In 1881, the Amos brothers had acquired a quarry site at Bowral and set up a quarry to extract trachyte for railway ballast. In 1890, a portion of the land was compulsorily acquired, for £1,500, by the Railway Commissioners, who then extracted stone for ballast from it. The South Coast railway reached Bombo in 1887, and the railways acquired a quarry there. Their Bowral quarry closed in 1892. In 1893, Robert Amos transferred his interests in the land to Alexander, who then took the Railway Commissioners to court seeking compensation, valuing the land at £209,800. He won the case, obtaining title to the land once again and was also compensated for the value of the stone that had been extracted from it by the railways.

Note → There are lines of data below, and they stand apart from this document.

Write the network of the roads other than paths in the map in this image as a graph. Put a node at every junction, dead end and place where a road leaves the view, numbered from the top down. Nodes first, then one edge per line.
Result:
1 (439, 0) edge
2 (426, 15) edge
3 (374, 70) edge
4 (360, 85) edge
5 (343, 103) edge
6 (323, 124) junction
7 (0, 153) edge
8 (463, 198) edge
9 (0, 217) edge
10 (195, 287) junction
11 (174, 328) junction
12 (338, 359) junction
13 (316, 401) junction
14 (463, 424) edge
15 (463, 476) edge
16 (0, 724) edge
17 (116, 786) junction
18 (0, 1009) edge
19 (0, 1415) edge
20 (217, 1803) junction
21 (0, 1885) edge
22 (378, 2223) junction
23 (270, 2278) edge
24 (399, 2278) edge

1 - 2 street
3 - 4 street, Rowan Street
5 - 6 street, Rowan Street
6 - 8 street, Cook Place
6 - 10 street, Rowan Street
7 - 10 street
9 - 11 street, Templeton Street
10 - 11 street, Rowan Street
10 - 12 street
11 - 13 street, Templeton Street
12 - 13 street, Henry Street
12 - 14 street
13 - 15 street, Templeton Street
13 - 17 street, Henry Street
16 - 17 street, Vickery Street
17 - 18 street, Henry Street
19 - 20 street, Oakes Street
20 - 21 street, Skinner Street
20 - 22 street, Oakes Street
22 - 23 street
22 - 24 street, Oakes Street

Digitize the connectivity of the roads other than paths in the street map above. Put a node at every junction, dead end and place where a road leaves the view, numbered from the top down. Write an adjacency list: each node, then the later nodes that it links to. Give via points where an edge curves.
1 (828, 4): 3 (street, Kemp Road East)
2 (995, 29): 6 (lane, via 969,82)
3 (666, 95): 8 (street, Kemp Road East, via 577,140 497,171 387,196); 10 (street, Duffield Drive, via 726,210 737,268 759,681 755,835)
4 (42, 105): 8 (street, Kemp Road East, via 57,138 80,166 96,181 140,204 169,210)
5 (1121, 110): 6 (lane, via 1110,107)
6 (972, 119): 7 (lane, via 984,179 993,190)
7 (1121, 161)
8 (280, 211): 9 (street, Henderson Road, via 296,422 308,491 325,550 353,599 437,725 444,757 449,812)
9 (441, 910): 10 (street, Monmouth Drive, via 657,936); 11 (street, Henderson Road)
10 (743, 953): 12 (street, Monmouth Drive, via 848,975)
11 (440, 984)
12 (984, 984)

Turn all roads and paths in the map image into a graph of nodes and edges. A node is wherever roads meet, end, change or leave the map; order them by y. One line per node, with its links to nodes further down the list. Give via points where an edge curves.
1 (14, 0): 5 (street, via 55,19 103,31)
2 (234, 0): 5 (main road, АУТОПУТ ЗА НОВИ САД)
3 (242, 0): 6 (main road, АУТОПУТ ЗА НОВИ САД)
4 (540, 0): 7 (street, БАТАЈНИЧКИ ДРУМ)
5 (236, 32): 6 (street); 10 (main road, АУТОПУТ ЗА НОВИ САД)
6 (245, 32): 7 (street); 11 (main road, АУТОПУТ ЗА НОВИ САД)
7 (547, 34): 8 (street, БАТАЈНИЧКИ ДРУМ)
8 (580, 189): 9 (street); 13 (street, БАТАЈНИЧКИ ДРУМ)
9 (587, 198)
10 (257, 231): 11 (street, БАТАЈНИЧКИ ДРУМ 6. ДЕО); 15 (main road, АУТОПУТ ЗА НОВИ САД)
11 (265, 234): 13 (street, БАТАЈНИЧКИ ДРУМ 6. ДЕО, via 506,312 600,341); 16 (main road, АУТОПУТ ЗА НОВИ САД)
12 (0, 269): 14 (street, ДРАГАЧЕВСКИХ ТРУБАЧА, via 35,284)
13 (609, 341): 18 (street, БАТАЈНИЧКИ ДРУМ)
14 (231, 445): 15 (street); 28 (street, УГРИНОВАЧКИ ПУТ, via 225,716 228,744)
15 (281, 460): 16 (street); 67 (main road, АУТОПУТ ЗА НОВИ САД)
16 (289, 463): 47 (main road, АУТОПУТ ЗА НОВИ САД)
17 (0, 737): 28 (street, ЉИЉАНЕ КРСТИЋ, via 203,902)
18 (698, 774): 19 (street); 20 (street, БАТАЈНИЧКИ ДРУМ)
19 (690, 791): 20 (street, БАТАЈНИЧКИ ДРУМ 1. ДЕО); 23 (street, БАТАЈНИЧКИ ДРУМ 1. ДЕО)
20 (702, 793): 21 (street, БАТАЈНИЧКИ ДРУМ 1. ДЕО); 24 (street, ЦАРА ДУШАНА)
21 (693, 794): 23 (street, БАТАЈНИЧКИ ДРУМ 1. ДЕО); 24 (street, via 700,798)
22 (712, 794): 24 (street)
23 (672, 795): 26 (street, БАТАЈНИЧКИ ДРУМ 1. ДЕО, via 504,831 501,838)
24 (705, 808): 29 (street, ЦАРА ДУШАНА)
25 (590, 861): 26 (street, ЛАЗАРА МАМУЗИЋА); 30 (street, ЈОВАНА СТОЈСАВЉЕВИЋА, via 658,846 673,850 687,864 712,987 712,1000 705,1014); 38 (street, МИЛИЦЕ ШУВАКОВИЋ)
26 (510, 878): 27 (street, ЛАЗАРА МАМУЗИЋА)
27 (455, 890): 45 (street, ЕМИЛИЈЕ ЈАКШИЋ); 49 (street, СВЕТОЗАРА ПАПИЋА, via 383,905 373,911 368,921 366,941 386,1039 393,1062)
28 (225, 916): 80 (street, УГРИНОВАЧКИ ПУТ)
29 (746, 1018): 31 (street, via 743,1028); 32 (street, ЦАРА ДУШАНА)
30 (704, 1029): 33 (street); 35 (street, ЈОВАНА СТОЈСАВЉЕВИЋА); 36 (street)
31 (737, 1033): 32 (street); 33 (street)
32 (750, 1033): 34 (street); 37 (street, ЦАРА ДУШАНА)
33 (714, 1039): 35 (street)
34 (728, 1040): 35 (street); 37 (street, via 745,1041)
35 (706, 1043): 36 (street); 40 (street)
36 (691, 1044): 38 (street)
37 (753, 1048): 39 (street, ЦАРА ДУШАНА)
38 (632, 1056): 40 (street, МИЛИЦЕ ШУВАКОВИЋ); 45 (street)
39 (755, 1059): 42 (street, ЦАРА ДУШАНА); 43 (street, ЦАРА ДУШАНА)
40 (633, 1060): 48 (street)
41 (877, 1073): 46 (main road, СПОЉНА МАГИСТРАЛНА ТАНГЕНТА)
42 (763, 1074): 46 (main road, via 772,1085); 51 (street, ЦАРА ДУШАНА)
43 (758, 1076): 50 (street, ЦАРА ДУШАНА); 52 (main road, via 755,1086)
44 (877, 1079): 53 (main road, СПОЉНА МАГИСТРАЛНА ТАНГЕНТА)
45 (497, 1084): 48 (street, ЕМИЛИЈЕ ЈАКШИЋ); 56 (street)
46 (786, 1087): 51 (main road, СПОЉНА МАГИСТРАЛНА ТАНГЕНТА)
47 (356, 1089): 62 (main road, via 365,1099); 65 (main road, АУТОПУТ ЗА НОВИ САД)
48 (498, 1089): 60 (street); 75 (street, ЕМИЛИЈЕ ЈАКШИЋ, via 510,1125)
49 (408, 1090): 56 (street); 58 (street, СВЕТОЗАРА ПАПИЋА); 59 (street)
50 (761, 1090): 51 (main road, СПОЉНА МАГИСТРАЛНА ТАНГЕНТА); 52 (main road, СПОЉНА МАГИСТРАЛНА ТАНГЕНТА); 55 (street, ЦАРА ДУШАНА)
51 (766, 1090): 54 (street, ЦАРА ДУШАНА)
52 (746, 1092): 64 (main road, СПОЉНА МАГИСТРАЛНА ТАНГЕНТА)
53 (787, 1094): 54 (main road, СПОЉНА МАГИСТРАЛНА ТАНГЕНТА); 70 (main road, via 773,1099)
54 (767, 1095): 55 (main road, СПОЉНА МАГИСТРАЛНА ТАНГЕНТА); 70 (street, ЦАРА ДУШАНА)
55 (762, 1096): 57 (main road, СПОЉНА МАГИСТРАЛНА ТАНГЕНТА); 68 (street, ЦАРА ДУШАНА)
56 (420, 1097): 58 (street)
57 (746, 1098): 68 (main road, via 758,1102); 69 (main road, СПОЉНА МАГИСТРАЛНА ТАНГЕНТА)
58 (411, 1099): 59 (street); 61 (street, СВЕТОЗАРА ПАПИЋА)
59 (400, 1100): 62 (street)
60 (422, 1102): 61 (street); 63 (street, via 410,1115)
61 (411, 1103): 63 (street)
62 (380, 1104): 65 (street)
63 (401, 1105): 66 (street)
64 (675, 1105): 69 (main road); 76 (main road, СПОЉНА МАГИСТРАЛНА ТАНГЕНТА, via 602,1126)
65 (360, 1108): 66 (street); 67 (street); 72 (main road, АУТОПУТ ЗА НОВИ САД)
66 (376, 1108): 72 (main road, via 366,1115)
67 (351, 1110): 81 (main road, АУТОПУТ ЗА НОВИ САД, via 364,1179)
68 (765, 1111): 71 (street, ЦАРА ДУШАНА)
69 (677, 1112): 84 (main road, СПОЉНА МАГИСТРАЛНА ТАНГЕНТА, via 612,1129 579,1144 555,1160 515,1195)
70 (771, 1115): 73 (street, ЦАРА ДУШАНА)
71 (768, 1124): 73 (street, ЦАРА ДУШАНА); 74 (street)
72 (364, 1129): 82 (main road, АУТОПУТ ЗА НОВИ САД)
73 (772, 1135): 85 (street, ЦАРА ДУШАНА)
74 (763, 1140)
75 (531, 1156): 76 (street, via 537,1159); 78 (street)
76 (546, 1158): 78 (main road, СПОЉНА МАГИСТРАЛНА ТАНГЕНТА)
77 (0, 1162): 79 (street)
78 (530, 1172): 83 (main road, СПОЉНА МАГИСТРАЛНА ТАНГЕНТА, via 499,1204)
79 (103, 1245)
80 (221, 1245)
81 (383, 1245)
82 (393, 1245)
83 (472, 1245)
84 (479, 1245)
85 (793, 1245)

It is notable that Amos did no further work on railways, after the Amos brothers made a large claim against the government, in 1890, and later Alexander Amos was embroiled in the dispute over the Bowral quarry site. Around the same time, there were major changes in management at the New South Wales Government Railways; Commissioner for Railways, Charles Goodchap, retired in 1888, and Engineer-in-Charge, John Whitton, in 1890. Amos did make an offer, in 1892, to construct the railway between Narrabri and Moree, and stated that he would accept payment in government bonds paying 4% interest. However, it seems that the offer was not taken up, and his days as a railway construction contractor were over.

== Works ==

=== Alexander Amos ===

- Courthouse at Dunolly (not the current courthouse building)
- Gold Office and Sub-Treasury at Castlemaine

=== Alexander Amos & Company ===

- Various bridge and road construction work in Victoria
- Timber mill near Echuca, in partnership with John Taylor

=== Railway Contractors (Amos, Amos & Kerr) c.1868 - 1874 ===

- Main North railway line, section from Muswellbrook to Scone

=== A. & R. Amos (Amos Brothers) - 1875-1889 ===

- Main Northern railway line, 'short North' sections from Homebush to Hawkesbury River, Hawkesbury River to Gosford, and Gosford to Waratah.
- Main Northern railway line, section from Tamworth to Uralla
- Main Southern railway line, sections from Yass to Cootamundra and Cootamundra to Wagga Wagga.
- Main Western railway line, section from Dubbo to Nyngan.
- Murrumbidgee river railway bridge, Wagga Wagga, erected iron bridge made by P. & W. McClellan & Co., Glasgow, and built wooden trestles.
- Breakwater and relocation (from Blackwattle Bay) and re-erection of first lifting bridge on Swansea Channel, the entrance to Lake Macquarie
- A large sawmill at Jordon's Crossing (now Bundanoon)
- Trachyte quarry on the western side of Mount Gibraltar at Bowral

=== Alexander Amos - 1889 and later ===

- Deepening of entrance to Lake Macquarie and construction of training walls.

== Family, later life, and death ==
Amos does not seem to have married, and was predeceased by his brother Robert, who died in 1905. He had fallen out with Robert over money in 1889. Their partnership had never been formalized. Their dispute eventually went to arbitration, following which Robert was awarded a payment.

Following his career as a contractor, Amos became involved in grazing. Amos had acquired a number of grazing properties, including in the Northern Territory. He also had the parcel of land at Bowral, later subdivided into 22 allotments. He was very wealthy by the time of his death.

Alexander Amos died, at his home on Kirribilli Point, on 6 August 1915, aged 84 years. He was buried in a private family cemetery, on what had been Robert Amos's property at Cairn Hill, Bundanoon, in the same plot as his sister, Janet, who died in 1907. Nearby is his brother Robert's grave. Soma Ave, Bowral takes its name from Amos, spelled backwards, and runs past the former site of his quarry.